--- What the task asks ---
Without the pictures, output all of the data exactly.

--- Records provided ---
◆ ◆ ◆ ◆ ◆ ◆ ◆
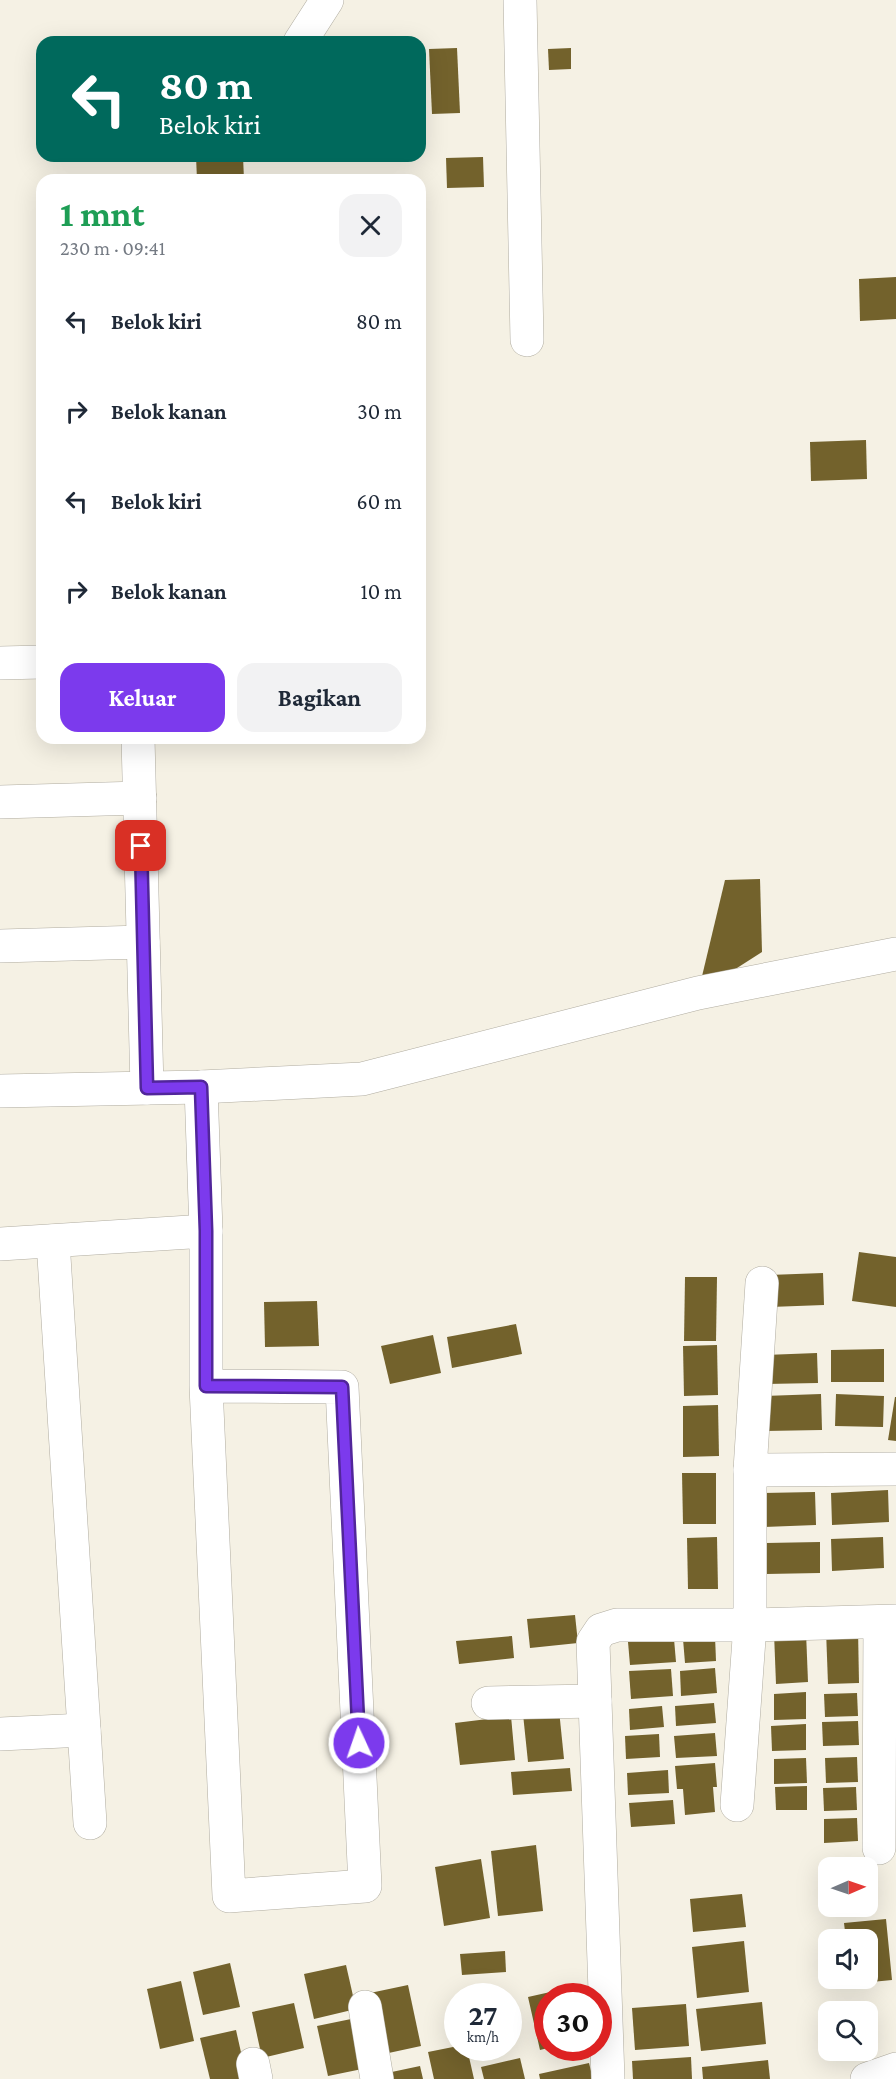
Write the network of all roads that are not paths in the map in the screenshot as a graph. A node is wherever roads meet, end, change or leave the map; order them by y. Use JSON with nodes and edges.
{"nodes":[{"id":1,"x":327,"y":0,"type":"edge"},
{"id":2,"x":520,"y":0,"type":"edge"},
{"id":3,"x":304,"y":36,"type":"edge"},
{"id":4,"x":526,"y":340,"type":"dead end"},
{"id":5,"x":36,"y":662,"type":"edge"},
{"id":6,"x":0,"y":663,"type":"edge"},
{"id":7,"x":138,"y":744,"type":"edge"},
{"id":8,"x":140,"y":798,"type":"junction"},
{"id":9,"x":0,"y":802,"type":"edge"},
{"id":10,"x":143,"y":942,"type":"junction"},
{"id":11,"x":0,"y":946,"type":"edge"},
{"id":12,"x":896,"y":954,"type":"edge"},
{"id":13,"x":201,"y":1087,"type":"junction"},
{"id":14,"x":147,"y":1088,"type":"junction"},
{"id":15,"x":0,"y":1091,"type":"edge"},
{"id":16,"x":206,"y":1231,"type":"junction"},
{"id":17,"x":52,"y":1241,"type":"junction"},
{"id":18,"x":0,"y":1244,"type":"edge"},
{"id":19,"x":762,"y":1283,"type":"dead end"},
{"id":20,"x":206,"y":1386,"type":"junction"},
{"id":21,"x":896,"y":1469,"type":"edge"},
{"id":22,"x":750,"y":1470,"type":"junction"},
{"id":23,"x":888,"y":1622,"type":"edge"},
{"id":24,"x":750,"y":1625,"type":"junction"},
{"id":25,"x":595,"y":1701,"type":"junction"},
{"id":26,"x":488,"y":1702,"type":"dead end"},
{"id":27,"x":84,"y":1730,"type":"junction"},
{"id":28,"x":0,"y":1734,"type":"edge"},
{"id":29,"x":737,"y":1805,"type":"dead end"},
{"id":30,"x":90,"y":1823,"type":"dead end"},
{"id":31,"x":879,"y":1848,"type":"dead end"},
{"id":32,"x":365,"y":2007,"type":"dead end"},
{"id":33,"x":896,"y":2069,"type":"edge"},
{"id":34,"x":377,"y":2079,"type":"edge"},
{"id":35,"x":608,"y":2079,"type":"edge"},
{"id":36,"x":867,"y":2079,"type":"edge"}],
"edges":[{"from":1,"to":3,"type":"street"},
{"from":2,"to":4,"type":"street"},
{"from":5,"to":6,"type":"street"},
{"from":7,"to":8,"type":"street"},
{"from":8,"to":9,"type":"street"},
{"from":8,"to":10,"type":"street"},
{"from":10,"to":11,"type":"street"},
{"from":10,"to":14,"type":"street"},
{"from":12,"to":13,"type":"street"},
{"from":13,"to":14,"type":"street"},
{"from":13,"to":16,"type":"street"},
{"from":14,"to":15,"type":"street"},
{"from":16,"to":17,"type":"street"},
{"from":16,"to":20,"type":"street"},
{"from":17,"to":18,"type":"street"},
{"from":17,"to":27,"type":"street"},
{"from":19,"to":22,"type":"street"},
{"from":20,"to":20,"type":"street"},
{"from":21,"to":22,"type":"street"},
{"from":22,"to":24,"type":"street"},
{"from":23,"to":24,"type":"street"},
{"from":23,"to":31,"type":"street"},
{"from":24,"to":25,"type":"street"},
{"from":24,"to":29,"type":"street"},
{"from":25,"to":26,"type":"street"},
{"from":25,"to":35,"type":"street"},
{"from":27,"to":28,"type":"street"},
{"from":27,"to":30,"type":"street"},
{"from":32,"to":34,"type":"street"},
{"from":33,"to":36,"type":"street"}]}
◆ ◆ ◆ ◆ ◆ ◆ ◆
--- Output of the exercise ---
Write the network of all roads that are not paths in the map in the screenshot as a graph. A node is wherever roads meet, end, change or leave the map; order them by y. Use JSON with nodes and edges.
{"nodes":[{"id":1,"x":327,"y":0,"type":"edge"},
{"id":2,"x":520,"y":0,"type":"edge"},
{"id":3,"x":304,"y":36,"type":"edge"},
{"id":4,"x":526,"y":340,"type":"dead end"},
{"id":5,"x":36,"y":662,"type":"edge"},
{"id":6,"x":0,"y":663,"type":"edge"},
{"id":7,"x":138,"y":744,"type":"edge"},
{"id":8,"x":140,"y":798,"type":"junction"},
{"id":9,"x":0,"y":802,"type":"edge"},
{"id":10,"x":143,"y":942,"type":"junction"},
{"id":11,"x":0,"y":946,"type":"edge"},
{"id":12,"x":896,"y":954,"type":"edge"},
{"id":13,"x":201,"y":1087,"type":"junction"},
{"id":14,"x":147,"y":1088,"type":"junction"},
{"id":15,"x":0,"y":1091,"type":"edge"},
{"id":16,"x":206,"y":1231,"type":"junction"},
{"id":17,"x":52,"y":1241,"type":"junction"},
{"id":18,"x":0,"y":1244,"type":"edge"},
{"id":19,"x":762,"y":1283,"type":"dead end"},
{"id":20,"x":206,"y":1386,"type":"junction"},
{"id":21,"x":896,"y":1469,"type":"edge"},
{"id":22,"x":750,"y":1470,"type":"junction"},
{"id":23,"x":888,"y":1622,"type":"edge"},
{"id":24,"x":750,"y":1625,"type":"junction"},
{"id":25,"x":595,"y":1701,"type":"junction"},
{"id":26,"x":488,"y":1702,"type":"dead end"},
{"id":27,"x":84,"y":1730,"type":"junction"},
{"id":28,"x":0,"y":1734,"type":"edge"},
{"id":29,"x":737,"y":1805,"type":"dead end"},
{"id":30,"x":90,"y":1823,"type":"dead end"},
{"id":31,"x":879,"y":1848,"type":"dead end"},
{"id":32,"x":365,"y":2007,"type":"dead end"},
{"id":33,"x":896,"y":2069,"type":"edge"},
{"id":34,"x":377,"y":2079,"type":"edge"},
{"id":35,"x":608,"y":2079,"type":"edge"},
{"id":36,"x":867,"y":2079,"type":"edge"}],
"edges":[{"from":1,"to":3,"type":"street"},
{"from":2,"to":4,"type":"street"},
{"from":5,"to":6,"type":"street"},
{"from":7,"to":8,"type":"street"},
{"from":8,"to":9,"type":"street"},
{"from":8,"to":10,"type":"street"},
{"from":10,"to":11,"type":"street"},
{"from":10,"to":14,"type":"street"},
{"from":12,"to":13,"type":"street"},
{"from":13,"to":14,"type":"street"},
{"from":13,"to":16,"type":"street"},
{"from":14,"to":15,"type":"street"},
{"from":16,"to":17,"type":"street"},
{"from":16,"to":20,"type":"street"},
{"from":17,"to":18,"type":"street"},
{"from":17,"to":27,"type":"street"},
{"from":19,"to":22,"type":"street"},
{"from":20,"to":20,"type":"street"},
{"from":21,"to":22,"type":"street"},
{"from":22,"to":24,"type":"street"},
{"from":23,"to":24,"type":"street"},
{"from":23,"to":31,"type":"street"},
{"from":24,"to":25,"type":"street"},
{"from":24,"to":29,"type":"street"},
{"from":25,"to":26,"type":"street"},
{"from":25,"to":35,"type":"street"},
{"from":27,"to":28,"type":"street"},
{"from":27,"to":30,"type":"street"},
{"from":32,"to":34,"type":"street"},
{"from":33,"to":36,"type":"street"}]}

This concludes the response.